### Data supplied
____

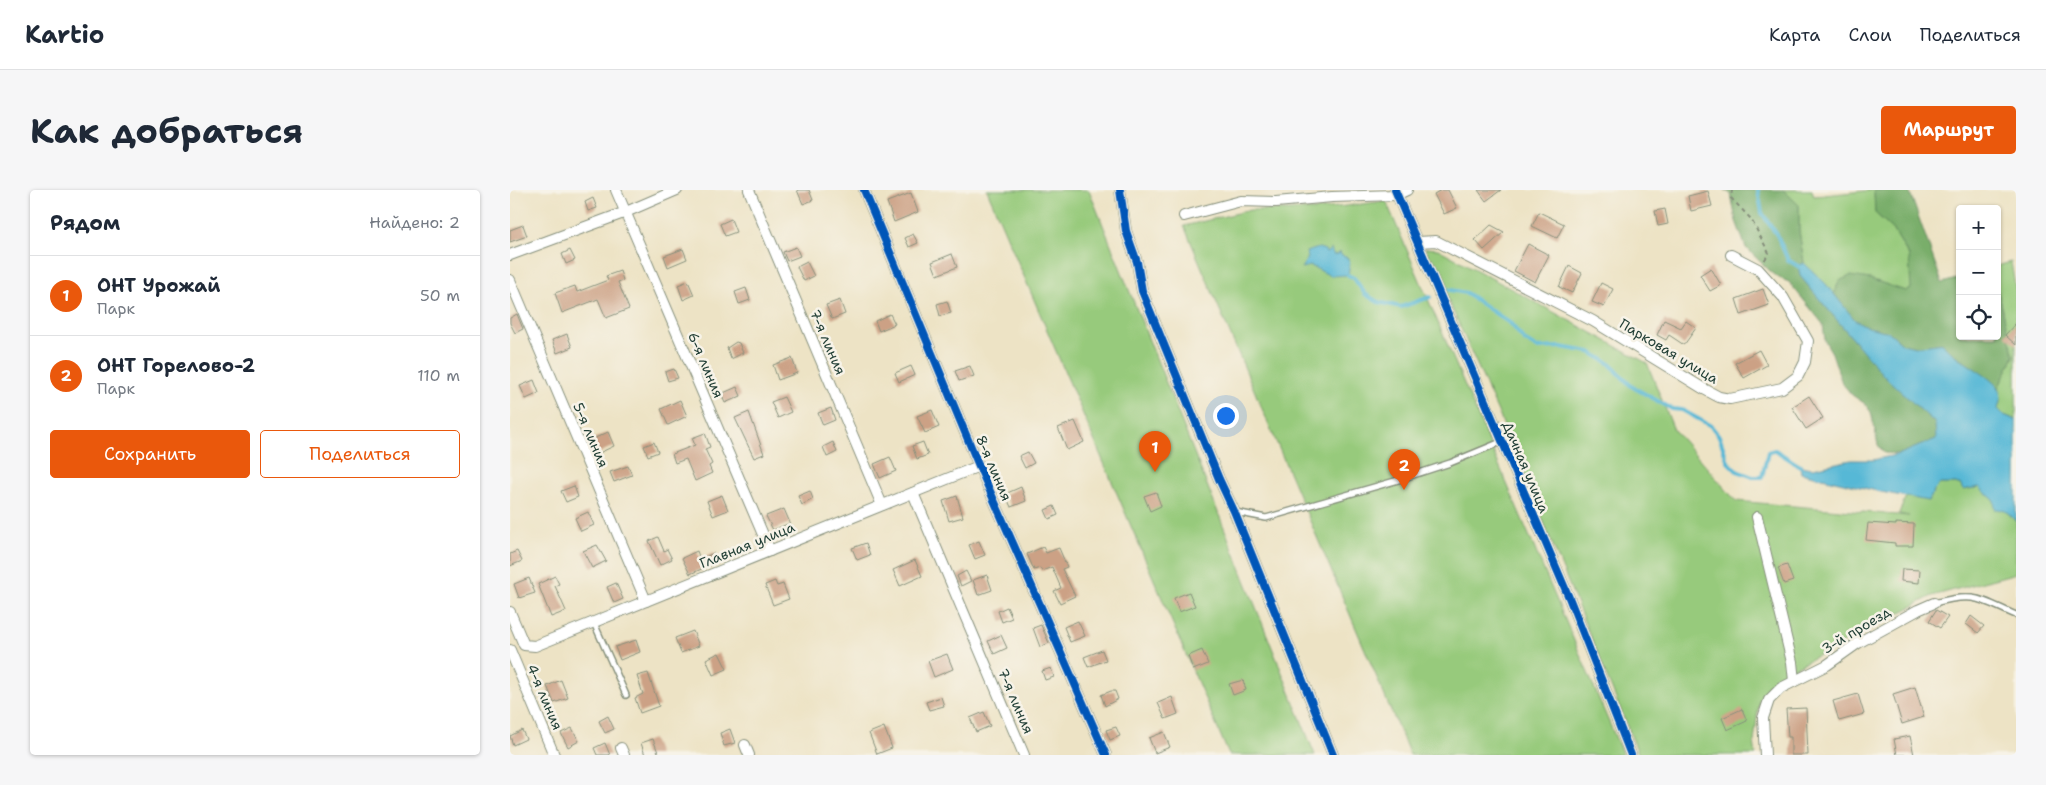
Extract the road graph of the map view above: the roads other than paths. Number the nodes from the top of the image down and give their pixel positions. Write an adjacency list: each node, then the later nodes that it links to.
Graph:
1 (616, 190): 8 (street, 6-я линия)
2 (677, 190): 8 (street)
3 (748, 190): 17 (street, 7-я линия)
4 (864, 190): 15 (street, 8-я линия)
5 (1120, 190): 18 (street)
6 (1407, 190): 7 (street)
7 (1396, 192): 9 (street); 10 (street, Дачная улица)
8 (626, 212): 11 (street); 20 (street, 6-я линия)
9 (1184, 216)
10 (1418, 242): 12 (street, Парковая улица); 14 (street, Дачная улица)
11 (510, 255)
12 (1731, 255)
13 (510, 280): 21 (street, 5-я линия)
14 (1501, 442): 18 (lane); 34 (street, Дачная улица)
15 (979, 466): 16 (street, Главная улица); 32 (street, 8-я линия)
16 (913, 493): 17 (street, Главная улица); 31 (street, 7-я линия)
17 (882, 505): 20 (street, Главная улица)
18 (1234, 512): 33 (street)
19 (1757, 516): 28 (street)
20 (770, 551): 21 (street, Главная улица)
21 (646, 601): 25 (street, Главная улица)
22 (1934, 603): 24 (lane, 3-й проезд); 28 (street, 3-й проезд)
23 (510, 612): 25 (street, Главная улица)
24 (2016, 615)
25 (593, 622): 29 (lane)
26 (510, 650): 27 (street, 4-я линия)
27 (514, 670): 30 (street, 4-я линия)
28 (1794, 681): 35 (street, 3-й проезд)
29 (626, 695)
30 (554, 755)
31 (1024, 755)
32 (1106, 755)
33 (1333, 755)
34 (1631, 755)
35 (1765, 755)

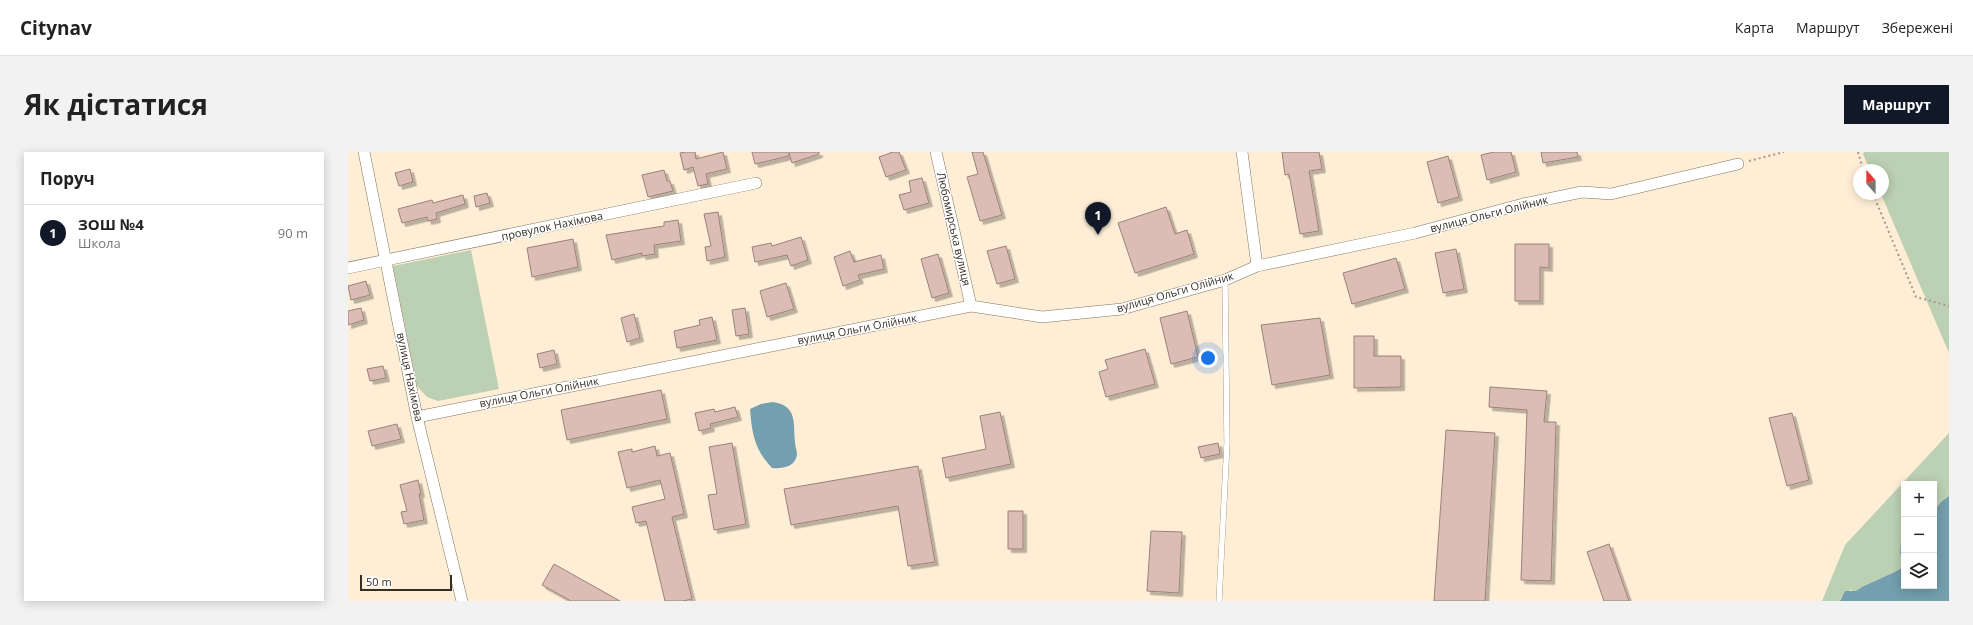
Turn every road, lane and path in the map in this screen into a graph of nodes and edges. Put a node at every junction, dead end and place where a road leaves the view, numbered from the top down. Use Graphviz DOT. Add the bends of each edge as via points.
graph roads {
  1 [pos="364,152"];
  2 [pos="936,152"];
  3 [pos="1242,152"];
  4 [pos="1784,152"];
  5 [pos="1858,152"];
  6 [pos="1738,164"];
  7 [pos="1862,164"];
  8 [pos="756,183"];
  9 [pos="1876,200"];
  10 [pos="386,262"];
  11 [pos="1257,266"];
  12 [pos="348,268"];
  13 [pos="1225,280"];
  14 [pos="971,306"];
  15 [pos="1949,306"];
  16 [pos="417,417"];
  17 [pos="462,601"];
  18 [pos="1218,601"];
  1 -- 10 [label="street, вулиця Нахімова"];
  2 -- 14 [label="street, Любомирська вулиця"];
  3 -- 11 [label="street"];
  4 -- 6 [label="path"];
  5 -- 7 [label="path"];
  6 -- 11 [label="street, вулиця Ольги Олійник" via="1611,194 1582,192 1523,204 1415,233"];
  8 -- 10 [label="street, провулок Нахімова"];
  9 -- 15 [label="path" via="1916,297"];
  10 -- 12 [label="street, провулок Нахімова"];
  10 -- 16 [label="street, вулиця Нахімова"];
  11 -- 13 [label="street, вулиця Ольги Олійник"];
  13 -- 14 [label="street, вулиця Ольги Олійник" via="1122,309 1042,317"];
  13 -- 18 [label="lane" via="1227,443"];
  14 -- 16 [label="street, вулиця Ольги Олійник"];
  16 -- 17 [label="street, вулиця Нахімова"];
}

____

### Your task
No pictures go in the copy. Set down all the data exactly.

### Problem solution
Extract the road graph of the map view above: the roads other than paths. Number the nodes from the top of the image down and give their pixel positions. Write an adjacency list: each node, then the later nodes that it links to.
Graph:
1 (616, 190): 8 (street, 6-я линия)
2 (677, 190): 8 (street)
3 (748, 190): 17 (street, 7-я линия)
4 (864, 190): 15 (street, 8-я линия)
5 (1120, 190): 18 (street)
6 (1407, 190): 7 (street)
7 (1396, 192): 9 (street); 10 (street, Дачная улица)
8 (626, 212): 11 (street); 20 (street, 6-я линия)
9 (1184, 216)
10 (1418, 242): 12 (street, Парковая улица); 14 (street, Дачная улица)
11 (510, 255)
12 (1731, 255)
13 (510, 280): 21 (street, 5-я линия)
14 (1501, 442): 18 (lane); 34 (street, Дачная улица)
15 (979, 466): 16 (street, Главная улица); 32 (street, 8-я линия)
16 (913, 493): 17 (street, Главная улица); 31 (street, 7-я линия)
17 (882, 505): 20 (street, Главная улица)
18 (1234, 512): 33 (street)
19 (1757, 516): 28 (street)
20 (770, 551): 21 (street, Главная улица)
21 (646, 601): 25 (street, Главная улица)
22 (1934, 603): 24 (lane, 3-й проезд); 28 (street, 3-й проезд)
23 (510, 612): 25 (street, Главная улица)
24 (2016, 615)
25 (593, 622): 29 (lane)
26 (510, 650): 27 (street, 4-я линия)
27 (514, 670): 30 (street, 4-я линия)
28 (1794, 681): 35 (street, 3-й проезд)
29 (626, 695)
30 (554, 755)
31 (1024, 755)
32 (1106, 755)
33 (1333, 755)
34 (1631, 755)
35 (1765, 755)

Turn every road, lane and path in the map in this screen into a graph of nodes and edges. Put a node at every junction, dead end and place where a road leaves the view, numbered from the top down. Use Graphviz DOT. Add the bends of each edge as via points.
graph roads {
  1 [pos="364,152"];
  2 [pos="936,152"];
  3 [pos="1242,152"];
  4 [pos="1784,152"];
  5 [pos="1858,152"];
  6 [pos="1738,164"];
  7 [pos="1862,164"];
  8 [pos="756,183"];
  9 [pos="1876,200"];
  10 [pos="386,262"];
  11 [pos="1257,266"];
  12 [pos="348,268"];
  13 [pos="1225,280"];
  14 [pos="971,306"];
  15 [pos="1949,306"];
  16 [pos="417,417"];
  17 [pos="462,601"];
  18 [pos="1218,601"];
  1 -- 10 [label="street, вулиця Нахімова"];
  2 -- 14 [label="street, Любомирська вулиця"];
  3 -- 11 [label="street"];
  4 -- 6 [label="path"];
  5 -- 7 [label="path"];
  6 -- 11 [label="street, вулиця Ольги Олійник" via="1611,194 1582,192 1523,204 1415,233"];
  8 -- 10 [label="street, провулок Нахімова"];
  9 -- 15 [label="path" via="1916,297"];
  10 -- 12 [label="street, провулок Нахімова"];
  10 -- 16 [label="street, вулиця Нахімова"];
  11 -- 13 [label="street, вулиця Ольги Олійник"];
  13 -- 14 [label="street, вулиця Ольги Олійник" via="1122,309 1042,317"];
  13 -- 18 [label="lane" via="1227,443"];
  14 -- 16 [label="street, вулиця Ольги Олійник"];
  16 -- 17 [label="street, вулиця Нахімова"];
}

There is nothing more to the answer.